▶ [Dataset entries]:
Content starts
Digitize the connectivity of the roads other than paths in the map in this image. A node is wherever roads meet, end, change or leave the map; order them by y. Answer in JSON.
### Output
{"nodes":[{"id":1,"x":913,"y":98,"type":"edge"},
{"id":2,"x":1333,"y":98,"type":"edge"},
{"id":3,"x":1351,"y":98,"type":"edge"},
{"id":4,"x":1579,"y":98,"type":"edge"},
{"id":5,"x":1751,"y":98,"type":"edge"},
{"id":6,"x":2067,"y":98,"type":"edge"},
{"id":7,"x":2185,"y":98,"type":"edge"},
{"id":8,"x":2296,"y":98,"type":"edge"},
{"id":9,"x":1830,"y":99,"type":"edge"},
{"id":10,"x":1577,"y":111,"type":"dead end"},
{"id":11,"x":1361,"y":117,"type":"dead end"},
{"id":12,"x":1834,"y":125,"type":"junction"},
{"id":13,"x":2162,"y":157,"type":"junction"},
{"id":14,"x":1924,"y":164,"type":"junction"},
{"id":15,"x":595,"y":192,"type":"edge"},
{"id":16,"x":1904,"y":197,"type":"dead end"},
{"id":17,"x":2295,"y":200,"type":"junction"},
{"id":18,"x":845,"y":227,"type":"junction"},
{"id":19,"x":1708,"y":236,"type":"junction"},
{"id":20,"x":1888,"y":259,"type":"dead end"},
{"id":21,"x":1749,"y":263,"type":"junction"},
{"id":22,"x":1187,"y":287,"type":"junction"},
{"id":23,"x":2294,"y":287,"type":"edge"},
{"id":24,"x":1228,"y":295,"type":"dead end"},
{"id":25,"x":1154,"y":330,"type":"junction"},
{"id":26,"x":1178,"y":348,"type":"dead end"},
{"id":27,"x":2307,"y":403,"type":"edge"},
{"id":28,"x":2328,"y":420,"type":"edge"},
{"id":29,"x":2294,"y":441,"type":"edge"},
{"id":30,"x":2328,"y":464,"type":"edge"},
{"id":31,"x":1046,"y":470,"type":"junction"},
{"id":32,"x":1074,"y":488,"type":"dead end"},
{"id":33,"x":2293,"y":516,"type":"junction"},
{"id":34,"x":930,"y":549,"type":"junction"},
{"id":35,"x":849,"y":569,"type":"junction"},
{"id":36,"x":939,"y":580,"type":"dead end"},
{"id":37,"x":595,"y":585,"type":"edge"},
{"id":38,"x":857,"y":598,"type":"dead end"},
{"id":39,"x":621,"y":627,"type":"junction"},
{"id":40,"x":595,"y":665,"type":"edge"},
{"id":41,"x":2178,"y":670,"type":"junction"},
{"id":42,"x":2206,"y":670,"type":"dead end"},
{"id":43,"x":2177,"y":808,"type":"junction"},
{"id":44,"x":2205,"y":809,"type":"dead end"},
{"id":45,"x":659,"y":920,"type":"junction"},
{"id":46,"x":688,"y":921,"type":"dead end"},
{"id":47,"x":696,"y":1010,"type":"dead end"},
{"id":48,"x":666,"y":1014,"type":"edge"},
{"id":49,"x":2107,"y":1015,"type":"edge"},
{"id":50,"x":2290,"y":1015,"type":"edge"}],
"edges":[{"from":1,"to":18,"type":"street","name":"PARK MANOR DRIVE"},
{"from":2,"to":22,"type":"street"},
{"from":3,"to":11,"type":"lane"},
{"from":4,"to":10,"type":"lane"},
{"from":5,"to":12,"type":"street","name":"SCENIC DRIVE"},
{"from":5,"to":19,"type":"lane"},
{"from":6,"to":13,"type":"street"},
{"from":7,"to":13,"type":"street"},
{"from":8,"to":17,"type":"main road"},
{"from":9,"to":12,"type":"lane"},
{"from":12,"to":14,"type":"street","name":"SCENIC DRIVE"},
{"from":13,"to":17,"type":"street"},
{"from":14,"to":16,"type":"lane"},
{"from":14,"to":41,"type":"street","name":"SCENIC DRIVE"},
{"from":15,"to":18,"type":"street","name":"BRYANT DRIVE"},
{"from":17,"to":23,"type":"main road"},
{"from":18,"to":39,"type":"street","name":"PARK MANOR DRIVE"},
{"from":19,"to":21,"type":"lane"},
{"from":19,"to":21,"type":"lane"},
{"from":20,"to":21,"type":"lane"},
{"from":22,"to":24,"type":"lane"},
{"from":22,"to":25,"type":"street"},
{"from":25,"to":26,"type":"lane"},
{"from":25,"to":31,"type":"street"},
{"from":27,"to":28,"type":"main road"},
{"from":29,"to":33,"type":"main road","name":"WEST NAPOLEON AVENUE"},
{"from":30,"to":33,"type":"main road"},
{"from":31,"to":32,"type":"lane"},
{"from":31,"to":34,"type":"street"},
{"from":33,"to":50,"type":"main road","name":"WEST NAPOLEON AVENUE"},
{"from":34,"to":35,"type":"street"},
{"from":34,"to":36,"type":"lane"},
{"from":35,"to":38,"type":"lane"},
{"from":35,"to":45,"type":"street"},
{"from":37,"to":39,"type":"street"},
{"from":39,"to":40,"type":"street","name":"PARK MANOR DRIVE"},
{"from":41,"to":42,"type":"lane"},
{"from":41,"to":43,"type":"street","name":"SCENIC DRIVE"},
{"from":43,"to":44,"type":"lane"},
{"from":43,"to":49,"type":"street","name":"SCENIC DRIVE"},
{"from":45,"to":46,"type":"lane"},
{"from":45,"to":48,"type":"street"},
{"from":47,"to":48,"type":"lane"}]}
Content ends
▶ [Task brief]: Collect the lines of the data that carry the word "main".

▶ [Result for this exercise]:
{"from":8,"to":17,"type":"main road"},
{"from":17,"to":23,"type":"main road"},
{"from":27,"to":28,"type":"main road"},
{"from":29,"to":33,"type":"main road","name":"WEST NAPOLEON AVENUE"},
{"from":30,"to":33,"type":"main road"},
{"from":33,"to":50,"type":"main road","name":"WEST NAPOLEON AVENUE"},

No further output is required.